Steps to spotting a leopard

Elusive animal gives experienced tracker a run for his money

December 24, 2006|By Scott Calvert | Scott Calvert,SUN FOREIGN REPORTER

NGALA PRIVATE GAME RESERVE, South Africa -- A leopard, it is said, never changes its spots. But veteran tracker Richard Khosa knows that's bunk in one regard. Today's perfect hiding spot - a cozy den for a mother and two big-eared cubs, say - is often tomorrow's Bushveld version of a vacant lot, abandoned with no forwarding address.
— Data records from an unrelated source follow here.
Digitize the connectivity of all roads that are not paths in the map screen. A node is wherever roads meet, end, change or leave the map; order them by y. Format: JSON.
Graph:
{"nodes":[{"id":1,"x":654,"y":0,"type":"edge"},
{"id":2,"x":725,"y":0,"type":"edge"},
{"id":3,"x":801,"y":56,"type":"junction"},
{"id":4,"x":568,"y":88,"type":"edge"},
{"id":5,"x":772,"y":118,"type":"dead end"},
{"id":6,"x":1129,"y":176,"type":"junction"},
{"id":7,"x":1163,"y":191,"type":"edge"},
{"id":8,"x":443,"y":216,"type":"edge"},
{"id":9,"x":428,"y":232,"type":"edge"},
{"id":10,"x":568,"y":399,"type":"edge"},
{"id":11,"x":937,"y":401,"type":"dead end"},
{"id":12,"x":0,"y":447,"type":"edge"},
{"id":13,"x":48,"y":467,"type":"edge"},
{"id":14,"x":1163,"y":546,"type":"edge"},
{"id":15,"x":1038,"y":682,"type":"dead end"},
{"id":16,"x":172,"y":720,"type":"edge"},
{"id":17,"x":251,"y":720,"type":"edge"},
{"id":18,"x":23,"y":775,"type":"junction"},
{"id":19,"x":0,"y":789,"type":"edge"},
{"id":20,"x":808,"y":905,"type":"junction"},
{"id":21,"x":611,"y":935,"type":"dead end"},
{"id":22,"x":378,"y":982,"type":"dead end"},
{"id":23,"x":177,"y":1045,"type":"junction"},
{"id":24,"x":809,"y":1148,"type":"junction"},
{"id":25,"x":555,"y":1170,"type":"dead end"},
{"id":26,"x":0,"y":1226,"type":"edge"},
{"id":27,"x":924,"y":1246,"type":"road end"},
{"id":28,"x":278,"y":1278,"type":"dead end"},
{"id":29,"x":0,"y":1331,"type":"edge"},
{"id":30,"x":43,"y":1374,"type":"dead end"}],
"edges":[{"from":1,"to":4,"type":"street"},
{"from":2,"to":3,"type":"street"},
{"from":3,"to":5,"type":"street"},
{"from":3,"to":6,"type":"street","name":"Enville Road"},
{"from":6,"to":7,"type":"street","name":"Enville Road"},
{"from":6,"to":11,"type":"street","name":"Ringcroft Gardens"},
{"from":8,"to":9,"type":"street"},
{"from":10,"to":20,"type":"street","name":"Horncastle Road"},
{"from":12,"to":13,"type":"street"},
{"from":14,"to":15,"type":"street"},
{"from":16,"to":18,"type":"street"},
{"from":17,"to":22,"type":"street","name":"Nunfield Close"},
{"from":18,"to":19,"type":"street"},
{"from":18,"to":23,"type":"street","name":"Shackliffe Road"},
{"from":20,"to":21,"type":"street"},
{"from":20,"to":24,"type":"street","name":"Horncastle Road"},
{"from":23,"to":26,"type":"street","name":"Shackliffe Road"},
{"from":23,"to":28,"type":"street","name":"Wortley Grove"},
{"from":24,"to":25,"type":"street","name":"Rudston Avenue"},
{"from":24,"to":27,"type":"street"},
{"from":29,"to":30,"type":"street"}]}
Khosa, like some khaki-clad bill collector of the bush, sets out daily on foot, unarmed, to see where the stealthy leopards have crept off to next. If all goes well, he'll find one by the afternoon game drive, payoff time, when wowed tourists fire away with digital cameras from the Land Rover.

Trackers are the backbone of South Africa's growing safari industry. Guests pay upward of $1,000 a night to stay in posh lodges and "tents" - think W Hotel with a canvas ceiling - and they want to see the Big Five: lions, elephants, rhinos, buffaloes and, most elusive, leopards.

Any of the several hundred trackers, nearly all of them black and with deep roots in this area around Kruger National Park, can make that happen. But few are better than Khosa at using paw prints, sounds, smells and other tricks handed down by his father to catch up with Panthera pardus.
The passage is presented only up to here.